# Parachute jumping with air resistance

I need to write down a model for a man parachuting from a plane at a height $$h$$ above the ground, having a velocity $$v_{\text{plane}}$$. I've had a look at many models online and they all start saying that $$F=ma=-kv-mg$$. Where $$k$$ is the air resistance before the deployment of the parachute, $$v$$ is the velocity, $$m$$ is the mass of the man and $$g$$ is the acceleration. However, I think that the trajectory should also be in three dimensions, i.e. $$F=(F_x,F_y,F_z)$$, cause with the jump from the plane, the man should have an initial velocity coming from leaning out of the plane, and therefore there should also be some air resistance in that direction.

Is that correct or can we neglect it?

Furthermore, I don't understand why $$ma=-kv-mg$$, I mean this two forces should oppose eachother shouldn't they? The air resistance should be in the opposite direction compared to the acceleration due to the gravity. I really hope you can help me with this!

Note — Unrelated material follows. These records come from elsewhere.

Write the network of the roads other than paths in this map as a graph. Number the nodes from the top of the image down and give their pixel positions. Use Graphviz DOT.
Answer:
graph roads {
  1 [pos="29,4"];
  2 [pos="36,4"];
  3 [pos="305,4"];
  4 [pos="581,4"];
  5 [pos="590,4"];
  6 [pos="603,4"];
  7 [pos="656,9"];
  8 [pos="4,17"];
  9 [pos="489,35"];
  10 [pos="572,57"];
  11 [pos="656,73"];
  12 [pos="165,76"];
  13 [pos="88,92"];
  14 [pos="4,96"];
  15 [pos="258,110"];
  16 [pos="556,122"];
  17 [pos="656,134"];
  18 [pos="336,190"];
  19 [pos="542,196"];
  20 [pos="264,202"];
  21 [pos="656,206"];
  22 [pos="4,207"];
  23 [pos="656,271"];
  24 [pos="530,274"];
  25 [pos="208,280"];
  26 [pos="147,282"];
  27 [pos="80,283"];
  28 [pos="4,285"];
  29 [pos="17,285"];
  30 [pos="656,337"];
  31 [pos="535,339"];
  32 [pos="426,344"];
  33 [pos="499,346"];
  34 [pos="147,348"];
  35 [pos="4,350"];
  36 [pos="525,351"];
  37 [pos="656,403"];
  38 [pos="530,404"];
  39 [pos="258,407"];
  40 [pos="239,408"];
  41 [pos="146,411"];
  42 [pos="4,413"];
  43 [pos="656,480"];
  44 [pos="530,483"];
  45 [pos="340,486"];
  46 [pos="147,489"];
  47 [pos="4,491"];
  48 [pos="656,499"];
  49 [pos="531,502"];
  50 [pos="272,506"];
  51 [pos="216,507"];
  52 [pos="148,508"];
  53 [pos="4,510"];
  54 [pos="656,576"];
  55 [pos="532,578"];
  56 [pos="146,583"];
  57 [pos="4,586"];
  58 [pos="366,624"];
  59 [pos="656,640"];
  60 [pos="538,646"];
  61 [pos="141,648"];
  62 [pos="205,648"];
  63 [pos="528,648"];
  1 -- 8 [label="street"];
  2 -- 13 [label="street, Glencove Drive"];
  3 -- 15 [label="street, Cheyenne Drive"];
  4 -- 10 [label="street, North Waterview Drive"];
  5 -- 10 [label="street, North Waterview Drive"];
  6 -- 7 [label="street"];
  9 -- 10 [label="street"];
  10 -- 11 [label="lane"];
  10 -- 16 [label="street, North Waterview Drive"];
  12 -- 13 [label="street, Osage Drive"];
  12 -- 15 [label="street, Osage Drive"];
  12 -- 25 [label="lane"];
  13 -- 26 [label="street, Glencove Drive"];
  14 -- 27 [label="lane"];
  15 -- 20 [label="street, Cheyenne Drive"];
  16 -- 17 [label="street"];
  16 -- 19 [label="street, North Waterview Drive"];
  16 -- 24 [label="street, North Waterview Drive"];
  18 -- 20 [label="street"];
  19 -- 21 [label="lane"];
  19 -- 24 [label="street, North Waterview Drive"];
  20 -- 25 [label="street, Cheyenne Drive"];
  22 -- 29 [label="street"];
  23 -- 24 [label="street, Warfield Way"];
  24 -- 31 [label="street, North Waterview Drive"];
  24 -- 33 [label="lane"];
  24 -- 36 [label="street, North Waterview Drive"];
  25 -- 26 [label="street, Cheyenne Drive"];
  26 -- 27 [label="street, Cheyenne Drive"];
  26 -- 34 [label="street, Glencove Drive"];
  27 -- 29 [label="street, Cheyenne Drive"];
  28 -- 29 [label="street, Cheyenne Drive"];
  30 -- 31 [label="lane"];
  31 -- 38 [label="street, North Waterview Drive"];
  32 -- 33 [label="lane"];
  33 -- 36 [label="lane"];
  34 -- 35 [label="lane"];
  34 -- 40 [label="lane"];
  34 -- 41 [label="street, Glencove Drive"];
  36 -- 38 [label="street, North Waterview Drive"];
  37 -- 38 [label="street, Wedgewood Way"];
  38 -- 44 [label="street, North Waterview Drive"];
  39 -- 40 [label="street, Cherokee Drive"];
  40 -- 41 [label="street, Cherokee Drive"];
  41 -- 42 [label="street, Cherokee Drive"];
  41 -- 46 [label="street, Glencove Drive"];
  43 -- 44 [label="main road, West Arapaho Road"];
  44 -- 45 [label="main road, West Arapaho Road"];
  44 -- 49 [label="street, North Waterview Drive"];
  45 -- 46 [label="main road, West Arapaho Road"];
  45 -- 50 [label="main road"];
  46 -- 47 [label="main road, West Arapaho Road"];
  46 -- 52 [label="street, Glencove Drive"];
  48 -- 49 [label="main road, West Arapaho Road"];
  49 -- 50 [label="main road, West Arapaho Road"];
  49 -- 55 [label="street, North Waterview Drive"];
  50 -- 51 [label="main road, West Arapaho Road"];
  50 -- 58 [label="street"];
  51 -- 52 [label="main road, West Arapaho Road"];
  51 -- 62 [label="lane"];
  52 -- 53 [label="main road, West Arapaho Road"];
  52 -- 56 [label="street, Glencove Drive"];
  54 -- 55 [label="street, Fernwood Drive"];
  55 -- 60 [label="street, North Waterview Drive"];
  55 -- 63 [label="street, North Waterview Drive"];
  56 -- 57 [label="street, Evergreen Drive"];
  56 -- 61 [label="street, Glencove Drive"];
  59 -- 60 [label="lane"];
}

• Welcome to Physics Stack Exchange. Looking at other posts on this site you'll find that they do not use all caps titles, so I have edited the title here. Note also that we use mathjax for mathematical typesetting. Please edit your post to use it. Feb 21, 2016 at 18:13
• In the equation, the upward direction is taken to be positive in terms of displacement, velocity, and acceleration. So, the signs in the equation are correct. If the velocity is upward (positive), the drag force is downward (negative). Feb 21, 2016 at 18:21
• Thank you DanielSank. I just don't know how ot use mathjax. Feb 21, 2016 at 18:23
• Chester Miller, I understand that the upward direction is taken to be positive, and therefore the acceleration should be negative cause is poiting downwards. But I don't understand why also the air resistance is downward. I mean I imagine the air resistance to oppose to the acceleration of the free fall. Feb 21, 2016 at 18:25
• Click on the link I gave you. Or do a Google search. How do you think the rest of us learned to use mathjax? :) Feb 22, 2016 at 2:51

The air resistance should be in the opposite direction compared to the acceleration due to the gravity. I really hope you can help me with this!

No. The drag force simply points in the opposite direction of the velocity vector.

Now consider the following simplified model: Assume the dropping plane was flying horizontally and parallel to the $x$-axis, at speed $v_0$, then at the drop point ($t=0$) the parachute has two velocity vectors with scalars:

$$v_x=v_0$$ $$v_y=0$$

As the chute doesn't deploy immediately, in the $y$ direction two forces act: gravity and air drag, so with Newton we can write:

$$ma=mg-\frac12 \rho C_{y,1}A_{y,1}v_{y}^2$$

Set: $\frac12 \rho C_{y,1}A_{y,1}=\alpha_1$

Then after integration between $t=0, v_y=0$ and $t, v_y$:

$$\large{v_y(t)=\sqrt{\frac{mg}{\alpha_1}\big(1-e^{-\frac{2\alpha_1t}{m}}\big)}}$$

Assume the chute opens at $t=\tau$ then for $t>\tau$ we can derive also:

$$\large{v_y(t)=\sqrt{\frac{1}{\alpha2}\big(mg-\big(mg-\alpha_2v_{y,\tau}^2)e^{-\frac{2\alpha_2t}{m}}\big)}}$$

With:

$$\large{v_{y,\tau}=\sqrt{\frac{mg}{\alpha_1}\big(1-e^{-\frac{2\alpha_1\tau}{m}}\big)}}$$

The parachute also experiences drag in the $x$-direction. Prior to deployment of the chute (and assuming no side wind):

$$ma=-\frac12 \rho C_{x,1}A_{x,1}v_{x}^2$$

Or:

$$a=-\alpha_3v_x^2$$

$\frac12 \rho C_{x,1}A_{x,1}=\alpha_3$

On integrating between $t=0, v_x=v_0$ and $t, v_x$

$$v_x(t)=\frac{v_0}{1+v_0\alpha_3t}$$

And for $t>\tau$:

$$v_x(t)=\frac{v_{x,\tau}}{1+v_{x,\tau}\alpha_4t}$$

where:

$$v_{x,\tau}=\frac{v_0}{1+v_0\alpha_3\tau}$$